(Saved data entries)

►

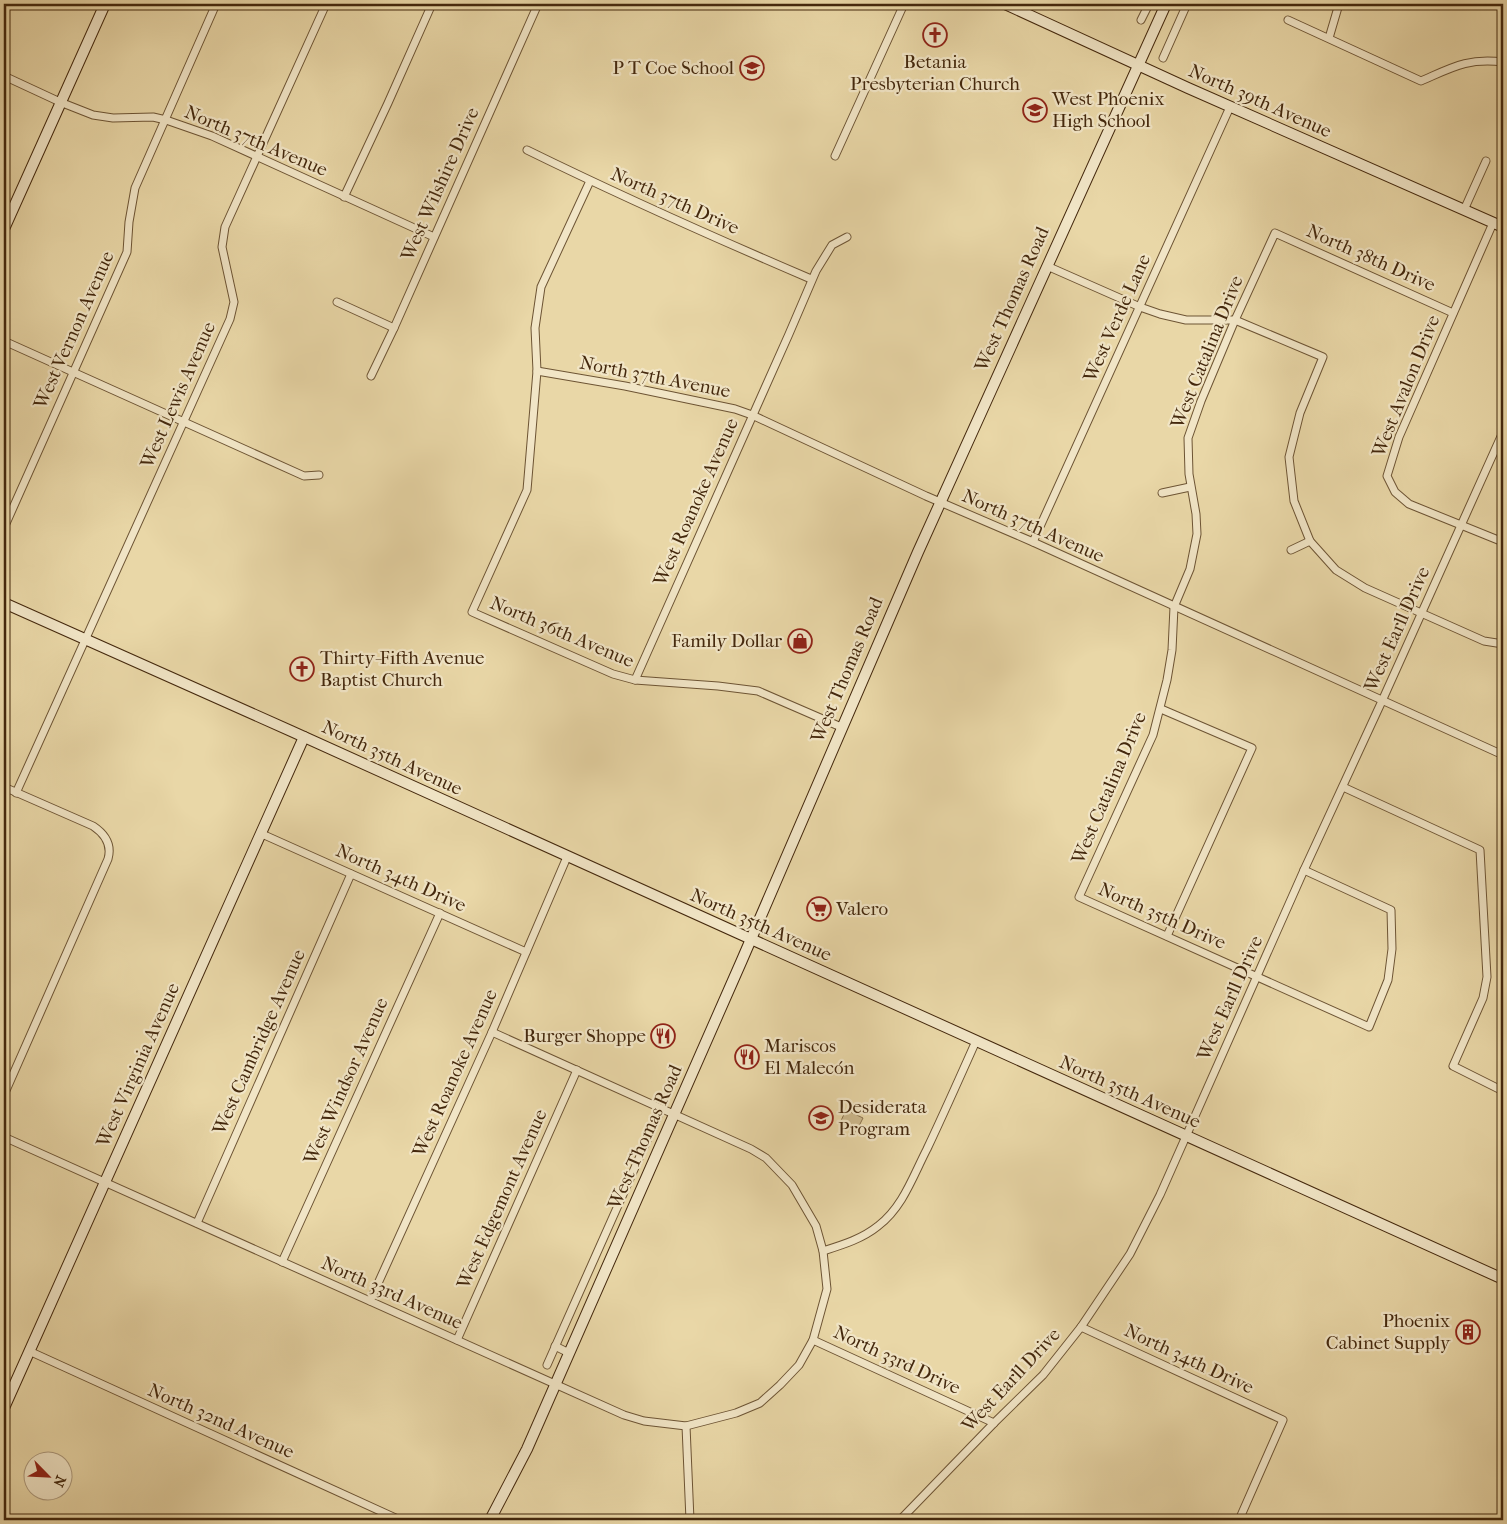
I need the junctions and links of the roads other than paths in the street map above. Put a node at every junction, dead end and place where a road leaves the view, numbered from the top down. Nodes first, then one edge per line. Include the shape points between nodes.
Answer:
1 (105, 4) edge
2 (216, 4) edge
3 (326, 4) edge
4 (432, 4) edge
5 (538, 4) edge
6 (904, 4) edge
7 (1004, 4) edge
8 (1149, 4) edge
9 (1166, 4) edge
10 (1187, 4) edge
11 (1339, 4) edge
12 (1141, 20) dead end
13 (1288, 20) dead end
14 (1329, 38) junction
15 (1163, 58) dead end
16 (1503, 62) edge
17 (1138, 65) junction
18 (4, 76) edge
19 (60, 102) junction
20 (1230, 107) junction
21 (166, 120) junction
22 (527, 150) dead end
23 (835, 156) dead end
24 (256, 157) junction
25 (1486, 161) dead end
26 (590, 180) junction
27 (344, 197) junction
28 (1464, 210) junction
29 (1493, 223) junction
30 (1503, 227) edge
31 (4, 229) edge
32 (1276, 233) joint
33 (434, 237) junction
34 (848, 237) dead end
35 (1047, 266) junction
36 (811, 279) junction
37 (337, 302) dead end
38 (1140, 308) junction
39 (1453, 313) junction
40 (1235, 320) junction
41 (394, 328) junction
42 (4, 341) edge
43 (536, 371) junction
44 (73, 372) junction
45 (370, 376) dead end
46 (752, 415) junction
47 (184, 422) junction
48 (1503, 432) edge
49 (318, 475) dead end
50 (1190, 487) junction
51 (1162, 493) dead end
52 (940, 502) junction
53 (1462, 525) junction
54 (4, 528) edge
55 (1310, 541) junction
56 (1033, 542) junction
57 (1503, 542) edge
58 (1291, 550) dead end
59 (4, 603) edge
60 (1174, 607) junction
61 (1421, 613) junction
62 (86, 640) junction
63 (1503, 644) edge
64 (635, 680) junction
65 (1382, 701) junction
66 (1160, 709) junction
67 (841, 727) junction
68 (304, 737) junction
69 (1503, 755) edge
70 (4, 787) edge
71 (1343, 787) junction
72 (16, 793) junction
73 (262, 834) junction
74 (567, 857) junction
75 (1304, 870) junction
76 (351, 874) junction
77 (1079, 897) joint
78 (440, 913) junction
79 (1167, 936) junction
80 (750, 940) junction
81 (526, 952) junction
82 (1258, 977) junction
83 (492, 1032) junction
84 (976, 1041) junction
85 (577, 1070) junction
86 (1503, 1090) edge
87 (4, 1095) edge
88 (661, 1109) junction
89 (674, 1115) junction
90 (1186, 1136) junction
91 (4, 1137) edge
92 (105, 1182) junction
93 (197, 1223) junction
94 (823, 1251) junction
95 (282, 1262) junction
96 (1503, 1279) edge
97 (370, 1301) junction
98 (1081, 1328) junction
99 (457, 1340) junction
100 (813, 1340) junction
101 (556, 1346) junction
102 (29, 1351) junction
103 (569, 1353) junction
104 (547, 1366) dead end
105 (556, 1384) junction
106 (4, 1408) edge
107 (994, 1423) junction
108 (686, 1426) junction
109 (400, 1520) edge
110 (490, 1520) edge
111 (690, 1520) edge
112 (900, 1520) edge
113 (1239, 1520) edge

1 - 19 main road
2 - 21 street, West Vernon Avenue
3 - 24 street, West Lewis Avenue
4 - 27 street
5 - 33 street, West Wilshire Drive
6 - 23 street
7 - 17 main road, North 39th Avenue
8 - 12 street
9 - 17 main road, West Thomas Road
10 - 15 street
11 - 14 street
13 - 14 street
14 - 16 street via 1421,81 1464,62
17 - 20 main road, North 39th Avenue
17 - 35 main road, West Thomas Road
18 - 19 street, North 37th Avenue
19 - 21 street, North 37th Avenue via 87,113 113,118 154,117
19 - 31 main road
20 - 28 main road, North 39th Avenue
20 - 38 street, West Verde Lane
21 - 24 street, North 37th Avenue via 212,136
21 - 44 street, West Vernon Avenue via 135,188 128,252
22 - 26 street, North 37th Drive
24 - 27 street, North 37th Avenue
24 - 47 street, West Lewis Avenue via 225,227 222,247 234,302 230,319
25 - 28 street
26 - 36 street, North 37th Drive
26 - 43 street via 541,287 535,328
27 - 33 street, North 37th Avenue
28 - 29 main road, North 39th Avenue
29 - 30 main road, North 39th Avenue
29 - 39 street, West Avalon Drive
32 - 39 street, North 38th Drive
32 - 40 street, West Catalina Drive
33 - 41 street, West Wilshire Drive
34 - 36 street, West Roanoke Avenue via 832,245
35 - 38 street
35 - 52 main road, West Thomas Road
36 - 46 street, West Roanoke Avenue
37 - 41 street
38 - 40 street via 1186,320
38 - 56 street, West Verde Lane
39 - 53 street, West Avalon Drive via 1398,437 1387,476 1395,492 1408,504
40 - 50 street, West Catalina Drive via 1200,401 1188,438
40 - 55 street via 1323,357 1300,413 1290,457 1294,501
41 - 45 street, West Wilshire Drive
42 - 44 street
43 - 46 street, North 37th Avenue via 633,388
43 - 64 street, North 36th Avenue via 527,490 472,612 613,674
44 - 47 street
44 - 54 street, West Vernon Avenue
46 - 52 street, North 37th Avenue
46 - 64 street, West Roanoke Avenue
47 - 49 street via 304,476
47 - 62 street, West Lewis Avenue
48 - 53 street, West Earll Drive
50 - 51 street
50 - 60 street, West Catalina Drive via 1197,534 1190,569
52 - 56 street, North 37th Avenue
52 - 67 main road, West Thomas Road
53 - 57 street
53 - 61 street, West Earll Drive
55 - 58 street
55 - 61 street via 1336,570 1365,588
56 - 60 street, North 37th Avenue
59 - 62 main road, North 35th Avenue
60 - 65 street, North 37th Avenue
60 - 66 street, West Catalina Drive via 1172,650
61 - 63 street via 1484,641
61 - 65 street, West Earll Drive
62 - 68 main road, North 35th Avenue
62 - 72 street, West Lewis Avenue
64 - 67 street, North 36th Avenue via 758,691
65 - 69 street, North 37th Avenue
65 - 71 street, West Earll Drive
66 - 77 street, West Catalina Drive via 1153,735
66 - 79 street via 1252,748
67 - 80 main road, West Thomas Road
68 - 73 main road, West Virginia Avenue
68 - 74 main road, North 35th Avenue
70 - 72 street
71 - 75 street, West Earll Drive
71 - 86 street via 1480,850 1487,976 1482,998 1453,1066
72 - 87 street via 93,826 107,840 110,849
73 - 76 street, North 34th Drive
73 - 92 main road, West Virginia Avenue
74 - 80 main road, North 35th Avenue
74 - 81 street, West Roanoke Avenue
75 - 82 street, West Earll Drive
75 - 82 street, North 35th Drive via 1391,910 1392,949 1384,994 1369,1027
76 - 78 street, North 34th Drive
76 - 93 street, West Cambridge Avenue
77 - 79 street, North 35th Drive
78 - 81 street, North 34th Drive
78 - 95 street, West Windsor Avenue
79 - 82 street, North 35th Drive
80 - 84 main road, North 35th Avenue
80 - 89 main road, West Thomas Road
81 - 83 street, West Roanoke Avenue
82 - 90 street, West Earll Drive
83 - 85 street
83 - 97 street, West Roanoke Avenue
84 - 90 main road, North 35th Avenue
84 - 94 street via 899,1205 871,1232
85 - 88 street
85 - 99 street, West Edgemont Avenue
88 - 89 street
88 - 101 street, West Thomas Road
89 - 94 street via 745,1145 766,1158 792,1185 816,1226
89 - 103 main road, West Thomas Road
90 - 96 main road, North 35th Avenue
90 - 98 street, West Earll Drive via 1130,1254
91 - 92 street, North 33rd Avenue
92 - 93 street, North 33rd Avenue
92 - 102 main road, West Virginia Avenue
93 - 95 street, North 33rd Avenue
94 - 100 street via 827,1289
95 - 97 street, North 33rd Avenue
97 - 99 street, North 33rd Avenue
98 - 107 street, West Earll Drive via 1043,1375
98 - 113 street, North 34th Drive via 1283,1420
99 - 105 street, North 33rd Avenue
100 - 107 street, North 33rd Drive
100 - 108 street via 799,1365 760,1403 736,1414
101 - 103 street
101 - 104 street, West Thomas Road
102 - 106 main road, West Virginia Avenue
102 - 109 street, North 32nd Avenue
103 - 105 main road, West Thomas Road
105 - 108 street, North 33rd Avenue via 624,1415
105 - 110 main road, West Thomas Road
107 - 112 street, West Earll Drive
108 - 111 street

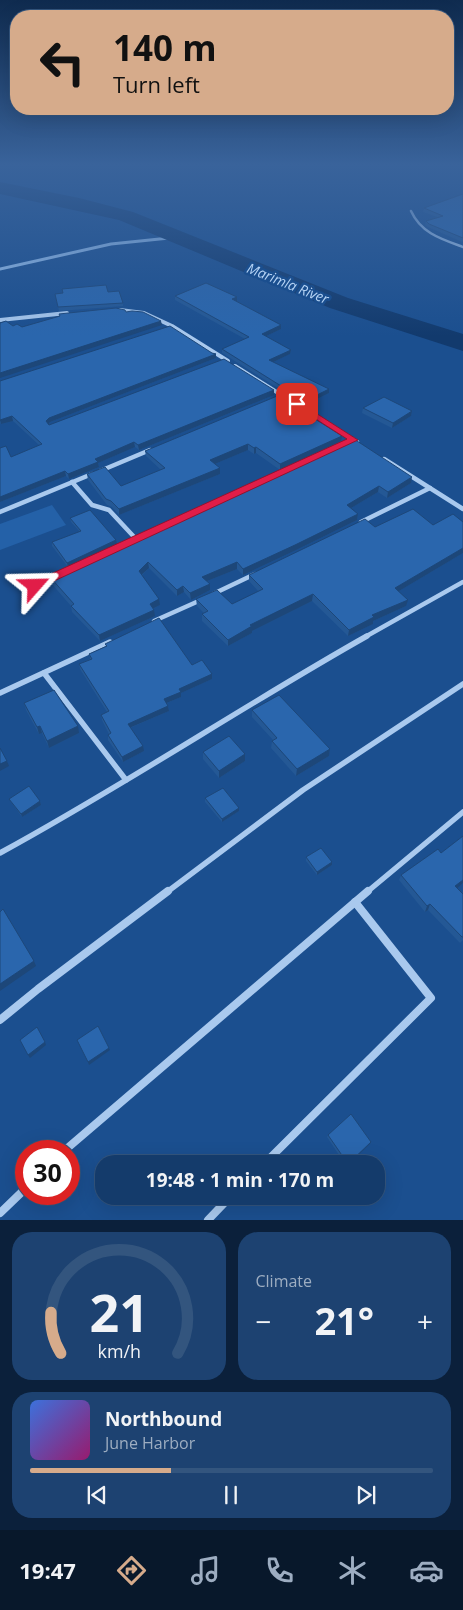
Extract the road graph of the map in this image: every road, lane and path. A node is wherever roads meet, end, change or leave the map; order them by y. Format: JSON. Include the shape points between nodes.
{"nodes":[{"id":1,"x":416,"y":222,"type":"edge"},
{"id":2,"x":463,"y":247,"type":"edge"},
{"id":3,"x":117,"y":309,"type":"edge"},
{"id":4,"x":77,"y":312,"type":"edge"},
{"id":5,"x":0,"y":320,"type":"edge"},
{"id":6,"x":172,"y":326,"type":"junction"},
{"id":7,"x":163,"y":329,"type":"edge"},
{"id":8,"x":225,"y":360,"type":"junction"},
{"id":9,"x":216,"y":363,"type":"edge"},
{"id":10,"x":283,"y":395,"type":"junction"},
{"id":11,"x":274,"y":398,"type":"edge"},
{"id":12,"x":354,"y":440,"type":"junction"},
{"id":13,"x":344,"y":444,"type":"edge"},
{"id":14,"x":361,"y":444,"type":"edge"},
{"id":15,"x":155,"y":448,"type":"edge"},
{"id":16,"x":377,"y":454,"type":"edge"},
{"id":17,"x":299,"y":464,"type":"edge"},
{"id":18,"x":72,"y":482,"type":"junction"},
{"id":19,"x":430,"y":488,"type":"junction"},
{"id":20,"x":236,"y":494,"type":"edge"},
{"id":21,"x":463,"y":509,"type":"edge"},
{"id":22,"x":0,"y":512,"type":"edge"},
{"id":23,"x":355,"y":526,"type":"edge"},
{"id":24,"x":145,"y":535,"type":"edge"},
{"id":25,"x":136,"y":539,"type":"junction"},
{"id":26,"x":128,"y":543,"type":"edge"},
{"id":27,"x":260,"y":572,"type":"edge"},
{"id":28,"x":60,"y":574,"type":"edge"},
{"id":29,"x":463,"y":582,"type":"edge"},
{"id":30,"x":35,"y":586,"type":"dead end"},
{"id":31,"x":152,"y":622,"type":"edge"},
{"id":32,"x":116,"y":639,"type":"edge"},
{"id":33,"x":44,"y":673,"type":"junction"},
{"id":34,"x":463,"y":684,"type":"edge"},
{"id":35,"x":0,"y":693,"type":"edge"},
{"id":36,"x":126,"y":780,"type":"junction"},
{"id":37,"x":463,"y":812,"type":"edge"},
{"id":38,"x":0,"y":853,"type":"edge"},
{"id":39,"x":355,"y":902,"type":"junction"},
{"id":40,"x":0,"y":1020,"type":"edge"},
{"id":41,"x":77,"y":1140,"type":"edge"},
{"id":42,"x":273,"y":1155,"type":"edge"},
{"id":43,"x":15,"y":1198,"type":"edge"},
{"id":44,"x":222,"y":1205,"type":"edge"},
{"id":45,"x":0,"y":1212,"type":"edge"},
{"id":46,"x":208,"y":1220,"type":"edge"}],
"edges":[{"from":1,"to":2,"type":"street","via":[[437,237]]},
{"from":3,"to":6,"type":"street","via":[[144,313]]},
{"from":4,"to":5,"type":"street"},
{"from":6,"to":7,"type":"street"},
{"from":6,"to":8,"type":"street"},
{"from":8,"to":9,"type":"street"},
{"from":8,"to":10,"type":"street"},
{"from":10,"to":11,"type":"street"},
{"from":10,"to":12,"type":"street"},
{"from":12,"to":13,"type":"street"},
{"from":12,"to":14,"type":"street"},
{"from":15,"to":18,"type":"street"},
{"from":16,"to":19,"type":"street"},
{"from":17,"to":20,"type":"street"},
{"from":18,"to":22,"type":"street"},
{"from":18,"to":25,"type":"street","via":[[92,505],[109,510]]},
{"from":19,"to":21,"type":"street"},
{"from":19,"to":23,"type":"street"},
{"from":24,"to":25,"type":"street"},
{"from":25,"to":26,"type":"street"},
{"from":27,"to":31,"type":"street"},
{"from":28,"to":30,"type":"street"},
{"from":29,"to":36,"type":"street","via":[[301,673]]},
{"from":32,"to":33,"type":"street"},
{"from":33,"to":35,"type":"street"},
{"from":33,"to":36,"type":"street"},
{"from":34,"to":40,"type":"street","via":[[303,790]]},
{"from":36,"to":38,"type":"street"},
{"from":37,"to":39,"type":"street"},
{"from":39,"to":41,"type":"street"},
{"from":39,"to":42,"type":"street","via":[[431,998]]},
{"from":43,"to":45,"type":"street"},
{"from":44,"to":46,"type":"street"}]}
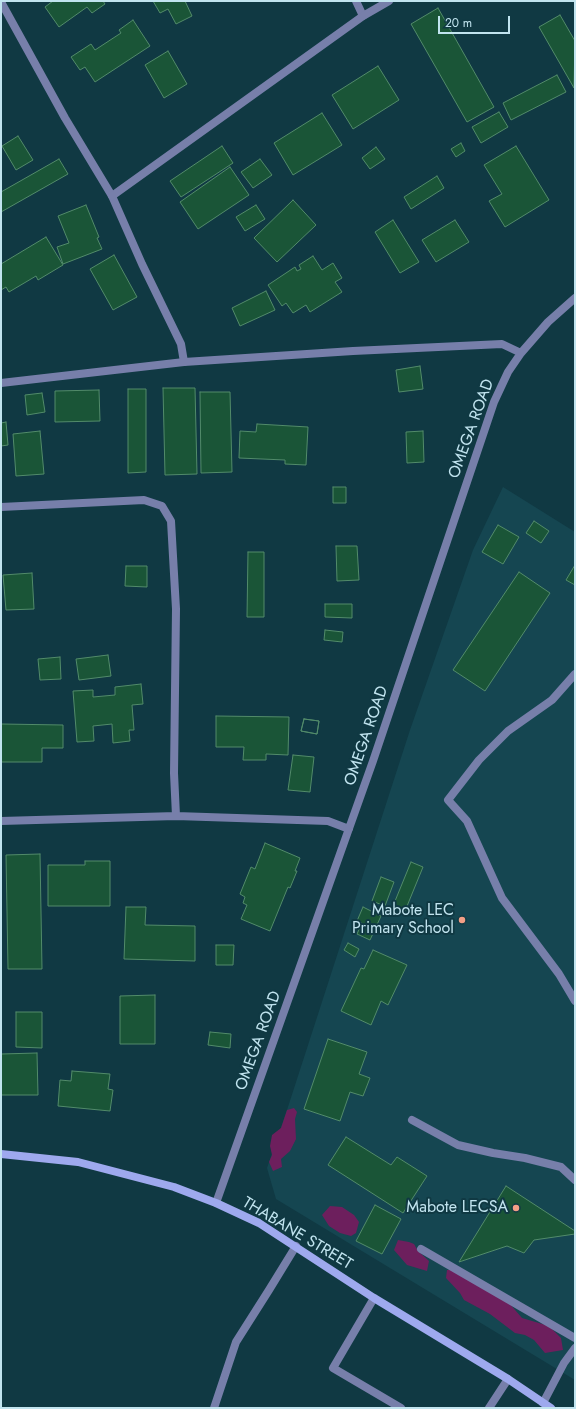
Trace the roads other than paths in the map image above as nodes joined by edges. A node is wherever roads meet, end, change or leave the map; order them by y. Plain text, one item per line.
1 (356, 1) edge
2 (388, 1) edge
3 (1, 2) edge
4 (4, 15) edge
5 (363, 16) junction
6 (112, 196) junction
7 (575, 298) edge
8 (521, 353) junction
9 (184, 362) junction
10 (1, 383) edge
11 (1, 507) edge
12 (575, 674) edge
13 (176, 816) junction
14 (1, 821) edge
15 (349, 829) junction
16 (575, 1001) edge
17 (412, 1120) dead end
18 (1, 1154) edge
19 (575, 1180) edge
20 (216, 1203) junction
21 (296, 1246) junction
22 (421, 1249) dead end
23 (374, 1298) junction
24 (575, 1338) edge
25 (575, 1348) edge
26 (508, 1379) junction
27 (543, 1403) junction
28 (214, 1408) edge
29 (400, 1408) edge
30 (489, 1408) edge
31 (551, 1408) edge

1 - 5 street
2 - 5 street
3 - 4 street
4 - 6 street
5 - 6 street
6 - 9 street
7 - 8 street, OMEGA ROAD
8 - 9 street
8 - 15 street, OMEGA ROAD
9 - 10 street
11 - 13 street
12 - 16 street
13 - 14 street
13 - 15 street
15 - 20 street, OMEGA ROAD
17 - 19 street
18 - 20 street, THABANE STREET
20 - 21 street, THABANE STREET
21 - 23 street, THABANE STREET
21 - 28 street
22 - 24 street
23 - 26 street, THABANE STREET
23 - 29 street
25 - 27 street
26 - 27 street, THABANE STREET
26 - 30 street
27 - 31 street, THABANE STREET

◄

Problem to solve -
Go through the entries and return each line where the word "Virginia" occurs.

Task solution -
68 - 73 main road, West Virginia Avenue
73 - 92 main road, West Virginia Avenue
92 - 102 main road, West Virginia Avenue
102 - 106 main road, West Virginia Avenue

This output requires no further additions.